*** Opening of Available records ***

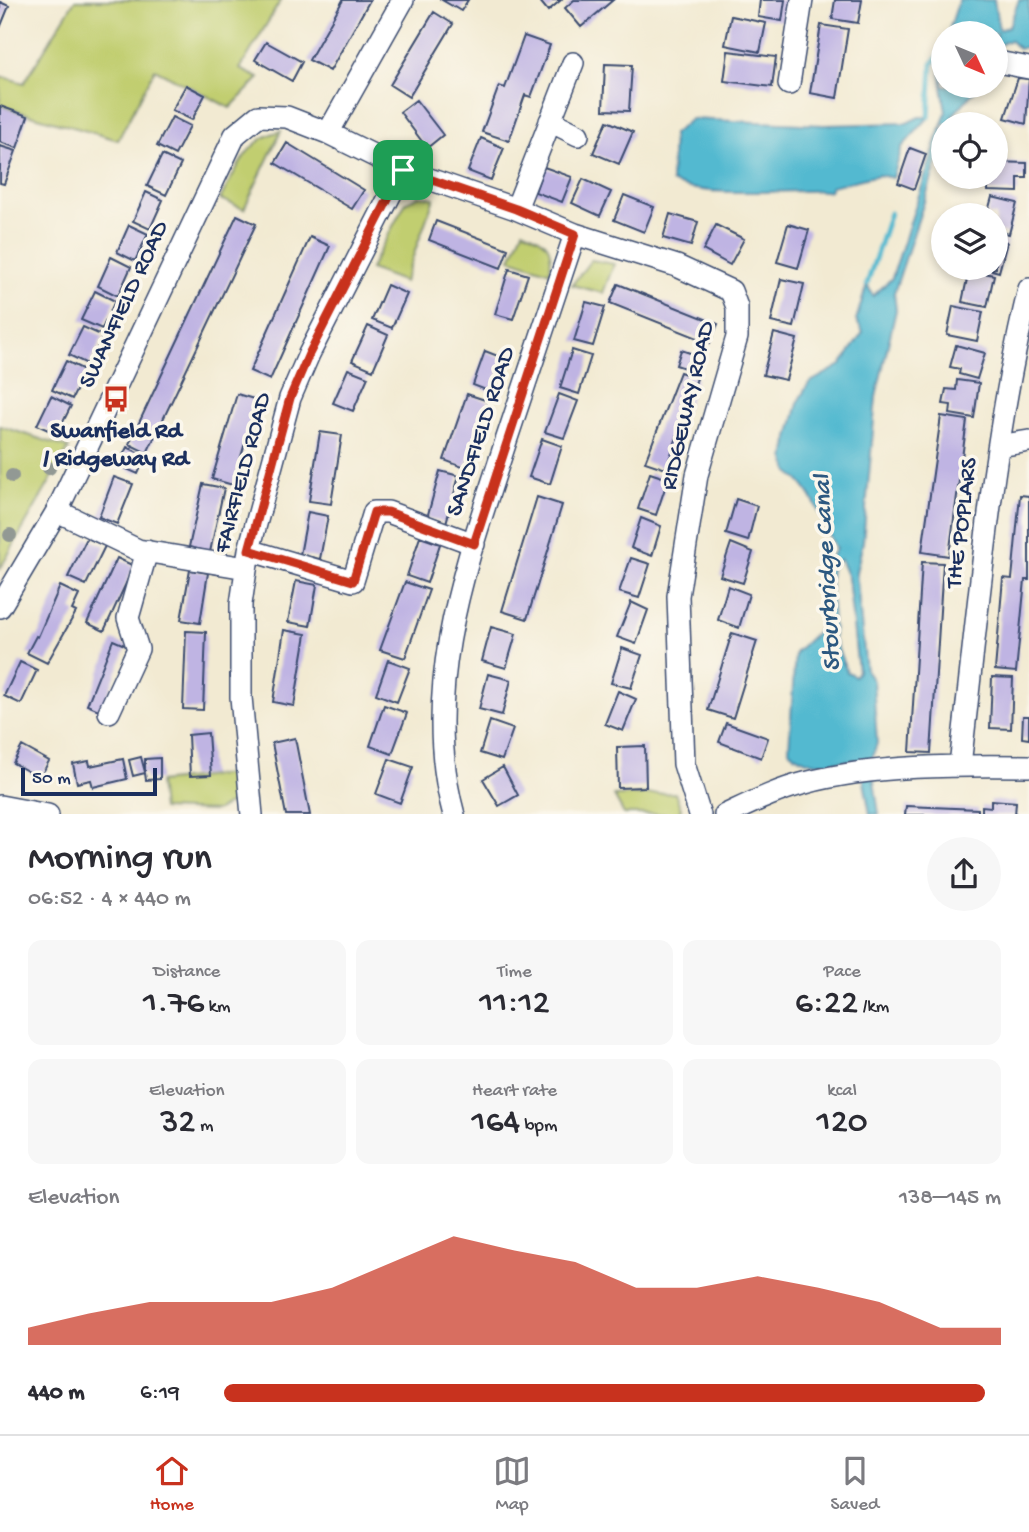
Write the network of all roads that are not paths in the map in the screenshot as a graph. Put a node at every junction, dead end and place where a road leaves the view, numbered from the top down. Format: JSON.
{"nodes":[{"id":1,"x":403,"y":0,"type":"edge"},
{"id":2,"x":802,"y":0,"type":"edge"},
{"id":3,"x":573,"y":63,"type":"dead end"},
{"id":4,"x":1008,"y":64,"type":"edge"},
{"id":5,"x":1029,"y":68,"type":"edge"},
{"id":6,"x":789,"y":84,"type":"dead end"},
{"id":7,"x":271,"y":114,"type":"joint"},
{"id":8,"x":550,"y":121,"type":"junction"},
{"id":9,"x":328,"y":132,"type":"junction"},
{"id":10,"x":578,"y":135,"type":"dead end"},
{"id":11,"x":403,"y":170,"type":"junction"},
{"id":12,"x":516,"y":209,"type":"junction"},
{"id":13,"x":575,"y":234,"type":"junction"},
{"id":14,"x":1029,"y":289,"type":"edge"},
{"id":15,"x":1022,"y":351,"type":"edge"},
{"id":16,"x":1029,"y":441,"type":"edge"},
{"id":17,"x":999,"y":446,"type":"junction"},
{"id":18,"x":57,"y":511,"type":"junction"},
{"id":19,"x":474,"y":544,"type":"junction"},
{"id":20,"x":147,"y":551,"type":"junction"},
{"id":21,"x":248,"y":559,"type":"junction"},
{"id":22,"x":0,"y":607,"type":"edge"},
{"id":23,"x":109,"y":712,"type":"dead end"},
{"id":24,"x":960,"y":765,"type":"junction"},
{"id":25,"x":1029,"y":766,"type":"edge"},
{"id":26,"x":0,"y":806,"type":"edge"},
{"id":27,"x":48,"y":814,"type":"edge"},
{"id":28,"x":253,"y":814,"type":"edge"},
{"id":29,"x":454,"y":814,"type":"edge"},
{"id":30,"x":700,"y":814,"type":"edge"},
{"id":31,"x":725,"y":814,"type":"edge"}],
"edges":[{"from":1,"to":9,"type":"street"},
{"from":2,"to":6,"type":"street"},
{"from":3,"to":8,"type":"street"},
{"from":4,"to":5,"type":"street"},
{"from":7,"to":9,"type":"street","name":"RIDGEWAY ROAD"},
{"from":7,"to":18,"type":"street","name":"SWANFIELD ROAD"},
{"from":8,"to":10,"type":"street"},
{"from":8,"to":12,"type":"street"},
{"from":9,"to":11,"type":"street","name":"RIDGEWAY ROAD"},
{"from":11,"to":12,"type":"street","name":"RIDGEWAY ROAD"},
{"from":11,"to":21,"type":"street","name":"FAIRFIELD ROAD"},
{"from":12,"to":13,"type":"street","name":"RIDGEWAY ROAD"},
{"from":13,"to":19,"type":"street","name":"SANDFIELD ROAD"},
{"from":13,"to":30,"type":"street","name":"RIDGEWAY ROAD"},
{"from":14,"to":15,"type":"street","name":"THE POPLARS"},
{"from":15,"to":17,"type":"street","name":"THE POPLARS"},
{"from":16,"to":17,"type":"street"},
{"from":17,"to":24,"type":"street","name":"THE POPLARS"},
{"from":18,"to":20,"type":"street"},
{"from":18,"to":22,"type":"street","name":"SWANFIELD ROAD"},
{"from":19,"to":21,"type":"street"},
{"from":19,"to":29,"type":"street","name":"SANDFIELD ROAD"},
{"from":20,"to":21,"type":"street"},
{"from":20,"to":23,"type":"street"},
{"from":21,"to":28,"type":"street","name":"FAIRFIELD ROAD"},
{"from":24,"to":25,"type":"street"},
{"from":24,"to":31,"type":"street"},
{"from":26,"to":27,"type":"street"}]}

*** Close of Available records ***

How to complete this task
Reproduce these records exactly, but not the pictures.

Written reply
Write the network of all roads that are not paths in the map in the screenshot as a graph. Put a node at every junction, dead end and place where a road leaves the view, numbered from the top down. Format: JSON.
{"nodes":[{"id":1,"x":403,"y":0,"type":"edge"},
{"id":2,"x":802,"y":0,"type":"edge"},
{"id":3,"x":573,"y":63,"type":"dead end"},
{"id":4,"x":1008,"y":64,"type":"edge"},
{"id":5,"x":1029,"y":68,"type":"edge"},
{"id":6,"x":789,"y":84,"type":"dead end"},
{"id":7,"x":271,"y":114,"type":"joint"},
{"id":8,"x":550,"y":121,"type":"junction"},
{"id":9,"x":328,"y":132,"type":"junction"},
{"id":10,"x":578,"y":135,"type":"dead end"},
{"id":11,"x":403,"y":170,"type":"junction"},
{"id":12,"x":516,"y":209,"type":"junction"},
{"id":13,"x":575,"y":234,"type":"junction"},
{"id":14,"x":1029,"y":289,"type":"edge"},
{"id":15,"x":1022,"y":351,"type":"edge"},
{"id":16,"x":1029,"y":441,"type":"edge"},
{"id":17,"x":999,"y":446,"type":"junction"},
{"id":18,"x":57,"y":511,"type":"junction"},
{"id":19,"x":474,"y":544,"type":"junction"},
{"id":20,"x":147,"y":551,"type":"junction"},
{"id":21,"x":248,"y":559,"type":"junction"},
{"id":22,"x":0,"y":607,"type":"edge"},
{"id":23,"x":109,"y":712,"type":"dead end"},
{"id":24,"x":960,"y":765,"type":"junction"},
{"id":25,"x":1029,"y":766,"type":"edge"},
{"id":26,"x":0,"y":806,"type":"edge"},
{"id":27,"x":48,"y":814,"type":"edge"},
{"id":28,"x":253,"y":814,"type":"edge"},
{"id":29,"x":454,"y":814,"type":"edge"},
{"id":30,"x":700,"y":814,"type":"edge"},
{"id":31,"x":725,"y":814,"type":"edge"}],
"edges":[{"from":1,"to":9,"type":"street"},
{"from":2,"to":6,"type":"street"},
{"from":3,"to":8,"type":"street"},
{"from":4,"to":5,"type":"street"},
{"from":7,"to":9,"type":"street","name":"RIDGEWAY ROAD"},
{"from":7,"to":18,"type":"street","name":"SWANFIELD ROAD"},
{"from":8,"to":10,"type":"street"},
{"from":8,"to":12,"type":"street"},
{"from":9,"to":11,"type":"street","name":"RIDGEWAY ROAD"},
{"from":11,"to":12,"type":"street","name":"RIDGEWAY ROAD"},
{"from":11,"to":21,"type":"street","name":"FAIRFIELD ROAD"},
{"from":12,"to":13,"type":"street","name":"RIDGEWAY ROAD"},
{"from":13,"to":19,"type":"street","name":"SANDFIELD ROAD"},
{"from":13,"to":30,"type":"street","name":"RIDGEWAY ROAD"},
{"from":14,"to":15,"type":"street","name":"THE POPLARS"},
{"from":15,"to":17,"type":"street","name":"THE POPLARS"},
{"from":16,"to":17,"type":"street"},
{"from":17,"to":24,"type":"street","name":"THE POPLARS"},
{"from":18,"to":20,"type":"street"},
{"from":18,"to":22,"type":"street","name":"SWANFIELD ROAD"},
{"from":19,"to":21,"type":"street"},
{"from":19,"to":29,"type":"street","name":"SANDFIELD ROAD"},
{"from":20,"to":21,"type":"street"},
{"from":20,"to":23,"type":"street"},
{"from":21,"to":28,"type":"street","name":"FAIRFIELD ROAD"},
{"from":24,"to":25,"type":"street"},
{"from":24,"to":31,"type":"street"},
{"from":26,"to":27,"type":"street"}]}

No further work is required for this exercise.